◆ **Problem requirements**: Every line from the top of the records through the one bearing "Extract the road" is to be reproduced exactly, and pictures are to be left out.

--- START ---

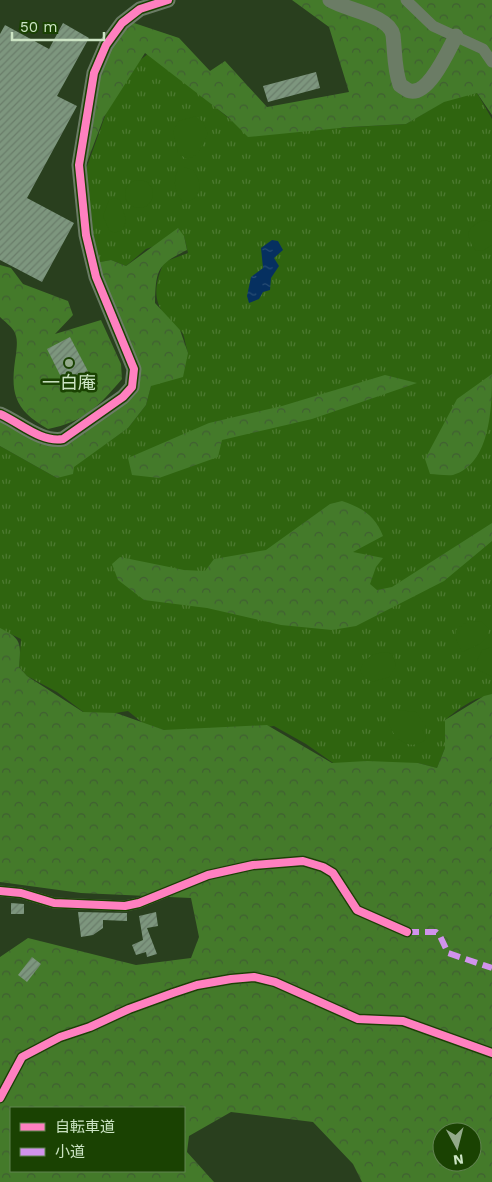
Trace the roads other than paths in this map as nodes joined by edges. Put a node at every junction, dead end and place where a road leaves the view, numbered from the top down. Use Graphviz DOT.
graph roads {
  1 [pos="168,0"];
  2 [pos="330,0"];
  3 [pos="406,0"];
  4 [pos="456,36"];
  5 [pos="492,62"];
  6 [pos="0,414"];
  7 [pos="0,891"];
  8 [pos="407,932"];
  9 [pos="492,1053"];
  10 [pos="0,1098"];
  1 -- 6 [label="street"];
  2 -- 4 [label="street"];
  3 -- 4 [label="street"];
  4 -- 5 [label="street"];
  7 -- 8 [label="street"];
  9 -- 10 [label="street"];
}
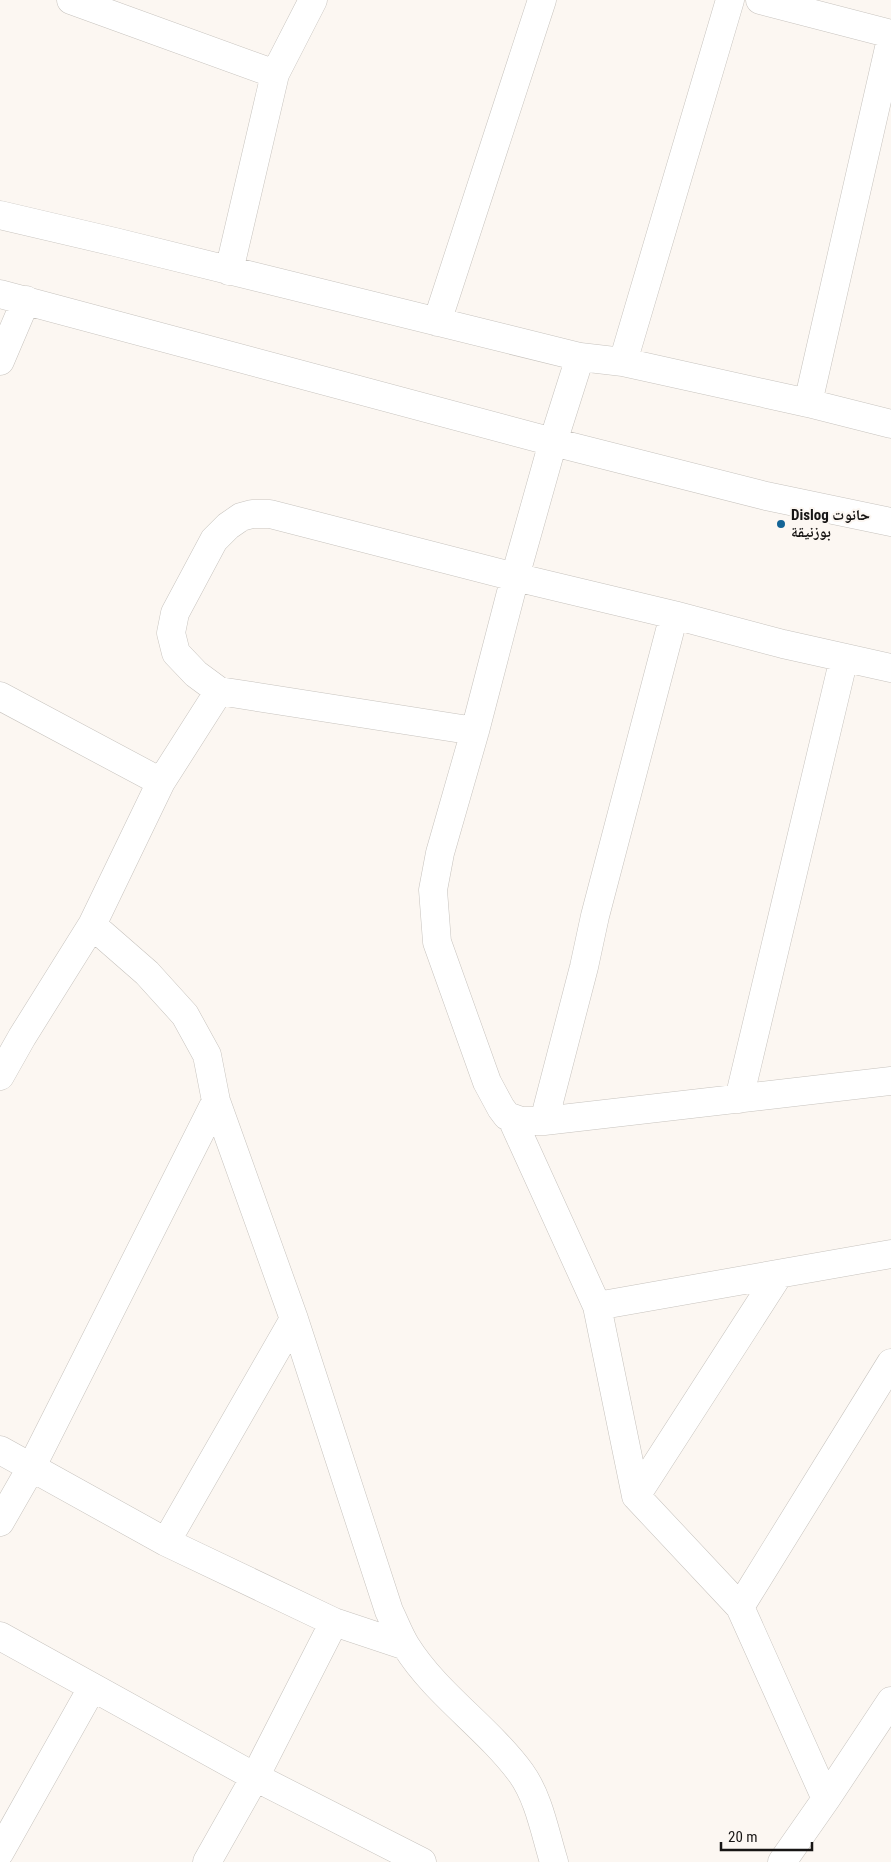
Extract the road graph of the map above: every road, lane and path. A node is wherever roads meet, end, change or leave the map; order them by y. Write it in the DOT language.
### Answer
graph roads {
  1 [pos="71,0"];
  2 [pos="313,0"];
  3 [pos="542,0"];
  4 [pos="730,0"];
  5 [pos="760,0"];
  6 [pos="891,34"];
  7 [pos="891,39"];
  8 [pos="275,74"];
  9 [pos="0,215"];
  10 [pos="229,270"];
  11 [pos="0,294"];
  12 [pos="26,300"];
  13 [pos="437,322"];
  14 [pos="580,358"];
  15 [pos="0,361"];
  16 [pos="623,362"];
  17 [pos="808,403"];
  18 [pos="891,424"];
  19 [pos="553,442"];
  20 [pos="891,522"];
  21 [pos="515,577"];
  22 [pos="674,615"];
  23 [pos="844,658"];
  24 [pos="891,668"];
  25 [pos="219,691"];
  26 [pos="0,696"];
  27 [pos="475,731"];
  28 [pos="161,782"];
  29 [pos="92,926"];
  30 [pos="11,1034"];
  31 [pos="0,1076"];
  32 [pos="891,1081"];
  33 [pos="739,1099"];
  34 [pos="216,1101"];
  35 [pos="512,1119"];
  36 [pos="544,1121"];
  37 [pos="891,1254"];
  38 [pos="779,1274"];
  39 [pos="596,1306"];
  40 [pos="294,1319"];
  41 [pos="891,1363"];
  42 [pos="0,1450"];
  43 [pos="31,1468"];
  44 [pos="636,1496"];
  45 [pos="0,1522"];
  46 [pos="166,1542"];
  47 [pos="740,1606"];
  48 [pos="334,1622"];
  49 [pos="0,1636"];
  50 [pos="406,1646"];
  51 [pos="92,1688"];
  52 [pos="891,1700"];
  53 [pos="254,1777"];
  54 [pos="826,1799"];
  55 [pos="0,1852"];
  56 [pos="207,1862"];
  57 [pos="422,1862"];
  58 [pos="554,1862"];
  59 [pos="783,1862"];
  1 -- 8 [label="street"];
  2 -- 8 [label="street"];
  3 -- 13 [label="street"];
  4 -- 16 [label="street"];
  5 -- 6 [label="street"];
  7 -- 17 [label="street"];
  8 -- 10 [label="street"];
  9 -- 10 [label="street"];
  10 -- 13 [label="street"];
  11 -- 12 [label="street"];
  12 -- 15 [label="street"];
  12 -- 19 [label="street"];
  13 -- 14 [label="street"];
  14 -- 16 [label="street"];
  14 -- 19 [label="street"];
  16 -- 17 [label="street"];
  17 -- 18 [label="street"];
  19 -- 20 [label="street"];
  19 -- 21 [label="street"];
  21 -- 22 [label="street"];
  21 -- 25 [label="street"];
  21 -- 27 [label="street"];
  22 -- 23 [label="street"];
  22 -- 36 [label="street"];
  23 -- 24 [label="street"];
  23 -- 33 [label="street"];
  25 -- 27 [label="street"];
  25 -- 28 [label="street"];
  26 -- 28 [label="street"];
  27 -- 35 [label="street"];
  28 -- 29 [label="street"];
  29 -- 30 [label="street"];
  29 -- 34 [label="street"];
  30 -- 31 [label="street"];
  32 -- 33 [label="street"];
  33 -- 36 [label="street"];
  34 -- 40 [label="street"];
  34 -- 43 [label="street"];
  35 -- 36 [label="street"];
  35 -- 39 [label="street"];
  37 -- 38 [label="street"];
  38 -- 39 [label="street"];
  38 -- 44 [label="street"];
  39 -- 44 [label="street"];
  40 -- 46 [label="street"];
  40 -- 50 [label="street"];
  41 -- 47 [label="street"];
  42 -- 43 [label="street"];
  43 -- 45 [label="street"];
  43 -- 46 [label="street"];
  44 -- 47 [label="street"];
  46 -- 48 [label="street"];
  47 -- 54 [label="street"];
  48 -- 50 [label="street"];
  48 -- 53 [label="street"];
  49 -- 51 [label="street"];
  50 -- 58 [label="street"];
  51 -- 53 [label="street"];
  51 -- 55 [label="street"];
  52 -- 54 [label="street"];
  53 -- 56 [label="street"];
  53 -- 57 [label="street"];
  54 -- 59 [label="street"];
}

--- END ---

◆ **Written answer**:
Trace the roads other than paths in this map as nodes joined by edges. Put a node at every junction, dead end and place where a road leaves the view, numbered from the top down. Use Graphviz DOT.
graph roads {
  1 [pos="168,0"];
  2 [pos="330,0"];
  3 [pos="406,0"];
  4 [pos="456,36"];
  5 [pos="492,62"];
  6 [pos="0,414"];
  7 [pos="0,891"];
  8 [pos="407,932"];
  9 [pos="492,1053"];
  10 [pos="0,1098"];
  1 -- 6 [label="street"];
  2 -- 4 [label="street"];
  3 -- 4 [label="street"];
  4 -- 5 [label="street"];
  7 -- 8 [label="street"];
  9 -- 10 [label="street"];
}
Extract the road graph of the map above: every road, lane and path. A node is wherever roads meet, end, change or leave the map; order them by y. Write it in the DOT language.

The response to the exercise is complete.